As pols continue to fight over housing assistance packages on Capitol Hill, the Bush Administration on Wednesday unveiled
an expansion of the FHASecure program targeted to troubled subprime borrowers.
Under the new plan, HUD's Federal Housing Administration will begin insuring refinanced mortgages for borrowers who were late on a few payments or those who receive a voluntary mortgage principal write-down from their lender. Administration officials said in a press statement that they expect the expansion of the lending program to lead FHASecure to reach an additional 500,000 troubled borrowers.
"Our plan will help hundreds of thousands of desperate families who have no place else to turn for safer, lower cost ways to keep their homes," said assistant secretary for housing Brian D. Montgomery at a hearing of the House Financial Services Committee yesterday. "We want to be able to help families who are in the right house, but the wrong mortgage."

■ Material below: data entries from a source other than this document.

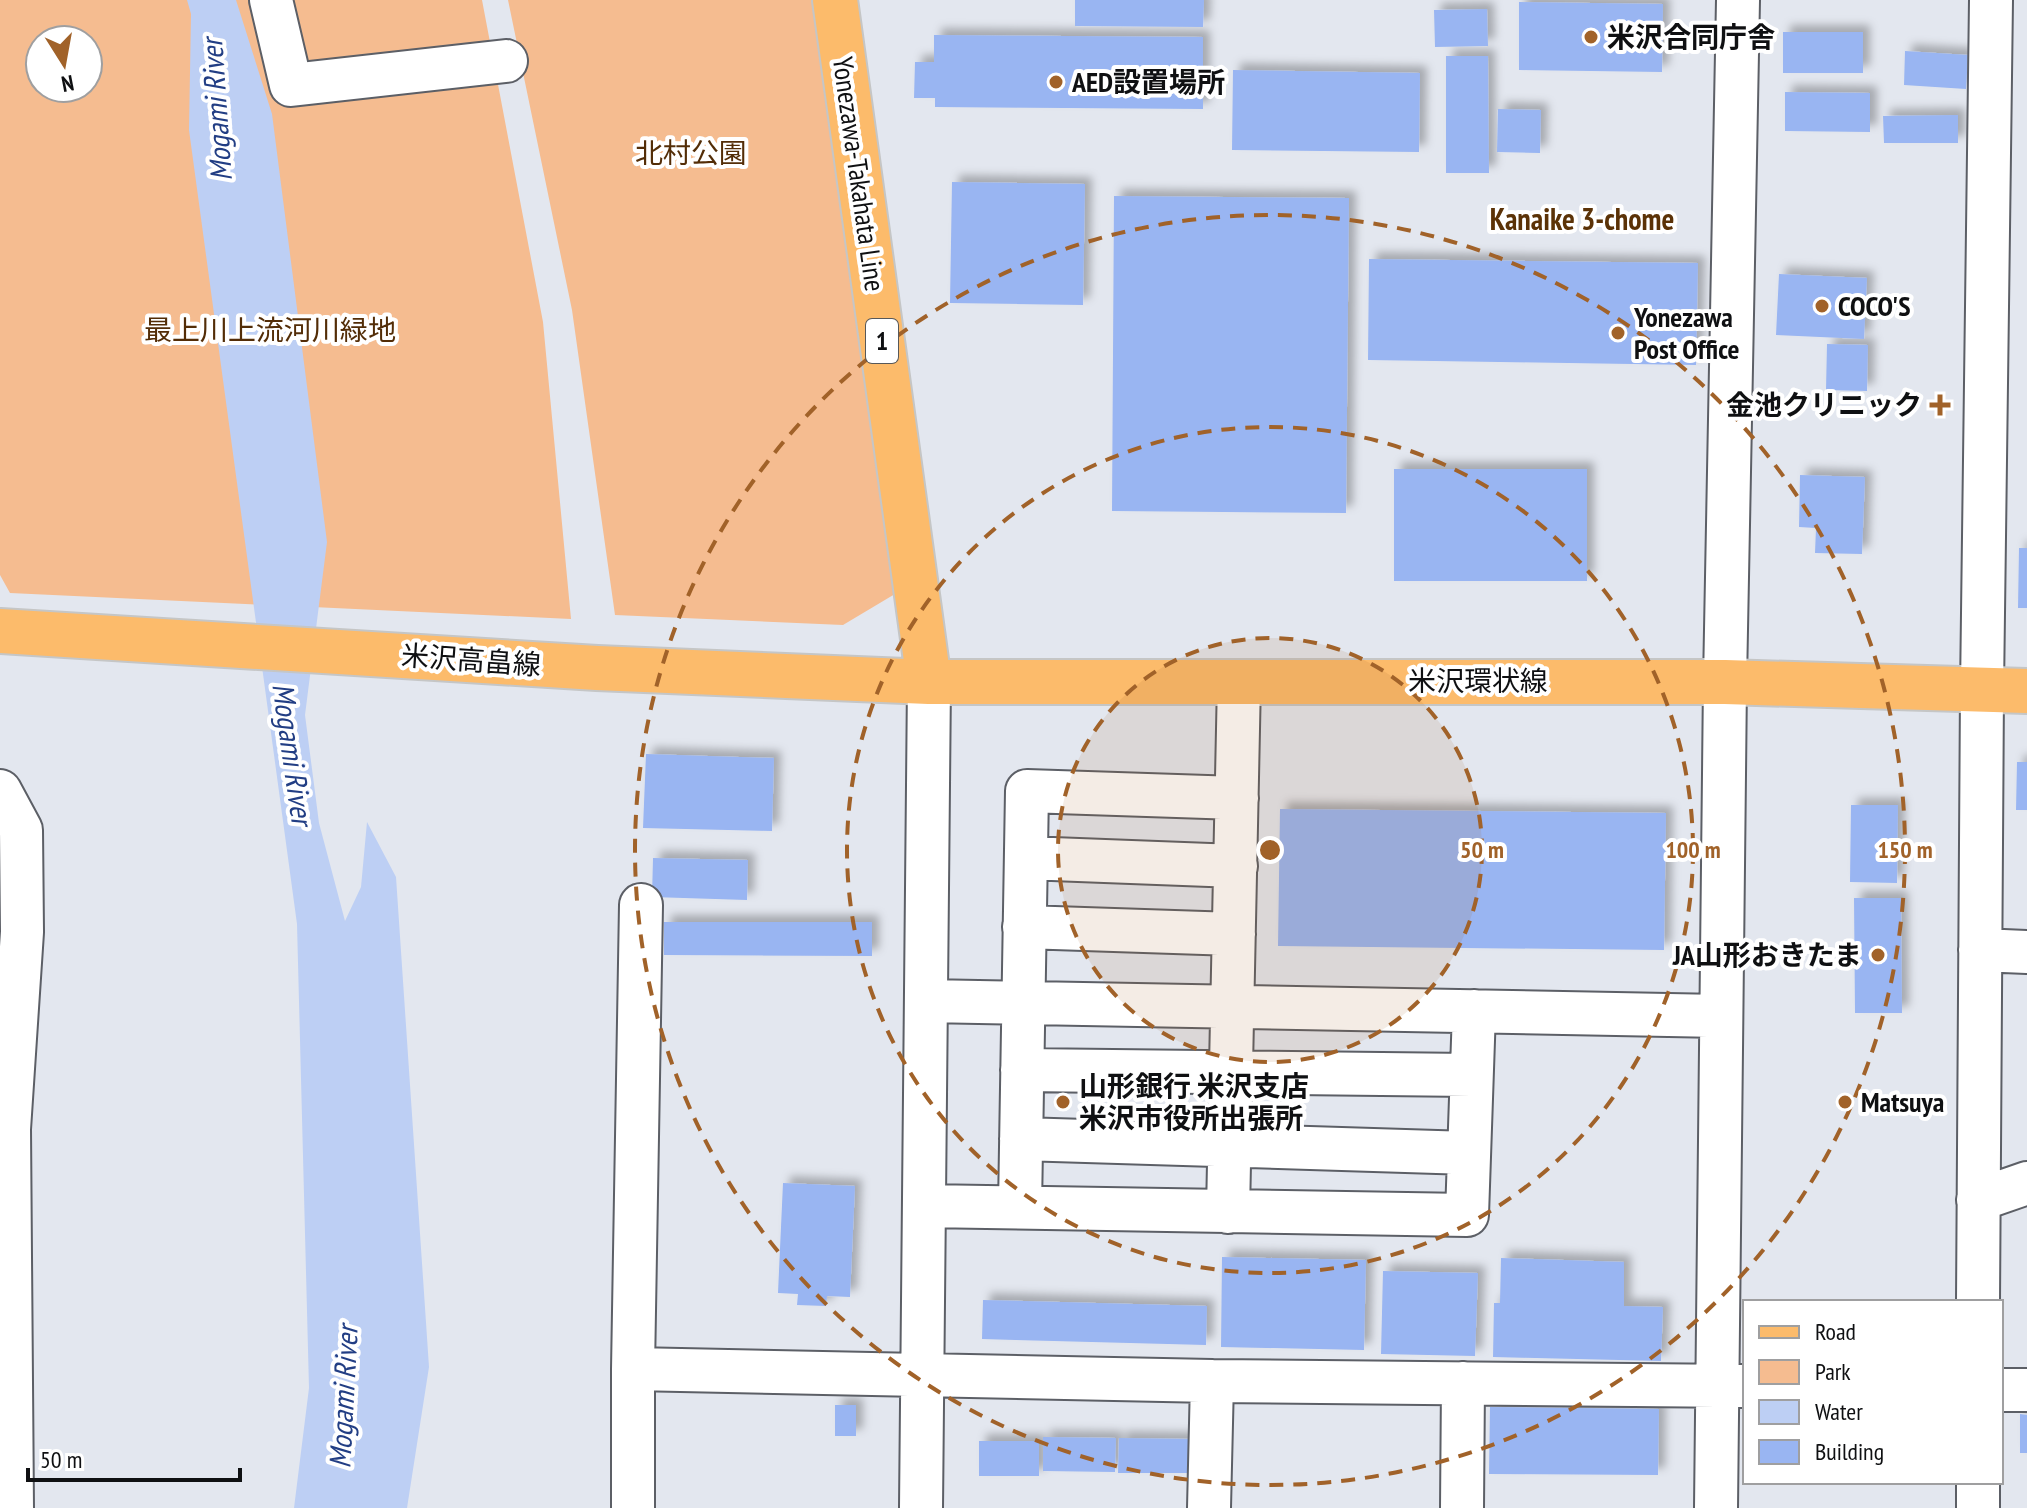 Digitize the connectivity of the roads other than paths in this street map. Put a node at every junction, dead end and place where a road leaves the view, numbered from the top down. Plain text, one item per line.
1 (271, 0) edge
2 (835, 0) edge
3 (1738, 0) edge
4 (1991, 0) edge
5 (506, 61) dead end
6 (6, 631) edge
7 (1239, 681) junction
8 (929, 682) junction
9 (1725, 682) junction
10 (1982, 690) junction
11 (2027, 691) edge
12 (0, 791) edge
13 (1237, 798) junction
14 (1026, 858) junction
15 (1236, 866) junction
16 (641, 905) dead end
17 (1024, 927) junction
18 (1234, 934) junction
19 (1980, 950) junction
20 (2027, 952) edge
21 (926, 1001) junction
22 (1022, 1003) junction
23 (1233, 1007) junction
24 (1474, 1011) junction
25 (1721, 1016) junction
26 (1022, 1070) junction
27 (1231, 1073) junction
28 (1471, 1075) junction
29 (1021, 1139) junction
30 (1230, 1146) junction
31 (1469, 1153) junction
32 (2027, 1183) edge
33 (1978, 1200) junction
34 (924, 1206) junction
35 (1020, 1207) junction
36 (1228, 1212) junction
37 (1978, 1300) edge
38 (633, 1369) junction
39 (923, 1376) junction
40 (1212, 1381) junction
41 (1463, 1383) junction
42 (1731, 1385) edge
43 (2003, 1390) edge
44 (2027, 1390) edge
45 (1978, 1484) edge
46 (12, 1508) edge
47 (633, 1508) edge
48 (921, 1508) edge
49 (1209, 1508) edge
50 (1462, 1508) edge
51 (1716, 1508) edge
52 (1978, 1508) edge

1 - 5 street
2 - 8 main road, Yonezawa-Takahata Line / 1
3 - 9 street
4 - 10 street
6 - 8 main road, 米沢高畠線
7 - 8 main road, 米沢環状線
7 - 9 main road, 米沢環状線
7 - 13 street
8 - 21 street
9 - 10 main road, 米沢環状線
9 - 25 street
10 - 11 main road, 米沢環状線
10 - 19 street
12 - 46 street
13 - 14 street
13 - 15 street
14 - 15 street
14 - 17 street
15 - 18 street
16 - 38 street
17 - 18 street
17 - 22 street
18 - 23 street
19 - 20 street
19 - 33 street
21 - 22 street
21 - 34 street
22 - 23 street
22 - 26 street
23 - 24 street
23 - 27 street
24 - 25 street
24 - 28 street
25 - 42 street
26 - 27 street
26 - 29 street
27 - 28 street
27 - 30 street
28 - 31 street
29 - 30 street
29 - 35 street
30 - 31 street
30 - 36 street
31 - 36 street
32 - 33 street
33 - 37 street
34 - 35 street
34 - 39 street
35 - 36 street
38 - 39 street
38 - 47 street
39 - 40 street
39 - 48 street
40 - 41 street
40 - 49 street
41 - 42 street
41 - 50 street
42 - 51 street
43 - 44 street
45 - 52 street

Montgomery said that HUD will encourage lenders, servicers and investors to write principal amounts on delinquent loans down to 90 or 97 percent of LTV so borrowers can qualify for the expanded program. FHA will also encourage lenders to make other arrangements, such as subordinate financing, to "fill the gap" between the existing loan balances and the FHA-insurable loan amount, HUD said. The refinanced loan amount backed by the FHA would be based upon a new appraisal.
Officials at HUD claim that since September 2007, FHA has helped pump nearly $68 billion of mortgage activity into the housing market, $28.5 billion of which was through FHASecure. FHASecure has helped more than 150,000 homeowners who are current or past due on their loans avoid foreclosure, officials said.
Democratic lawmakers were clearly not impressed, and said more needs to be done.
"There are reports that nine million homeowners are now underwater," said Senate majority leader Harry Reid (D-NV). "It is encouraging that President Bush is beginning to address the core of the crisis, but his proposal does not go far enough."
The expansion being thrust on the FHA during the housing crisis is putting the Depression-era agency into new territory, sources say. It remains to be seen how the agency will reinvent itself as lawmakers increasingly turn to FHA loans to fill the subprime lending gap.
From Chris Isidore at CNNMoney
, an analogy that might have been taken from earlier HW coverage:
Even FHA officials concede they don't know if the agency can handle the increased role. The FHA has been a small lifeboat helping a select group of home buyers, but it could be overwhelmed by the rush of new borrowers trying to climb aboard.
"That's a pretty good analogy," said Bill Glavin, special assistant to the FHA Commissioner. "It's pretty much uncharted water. We've never been asked to do these things before. We were already facing a lot of uncertainty, to be honest. It's going to be a whole new FHA, and there are going to be risks that go with it."
That new FHA everyone keeps referring to? Call it the new subprime.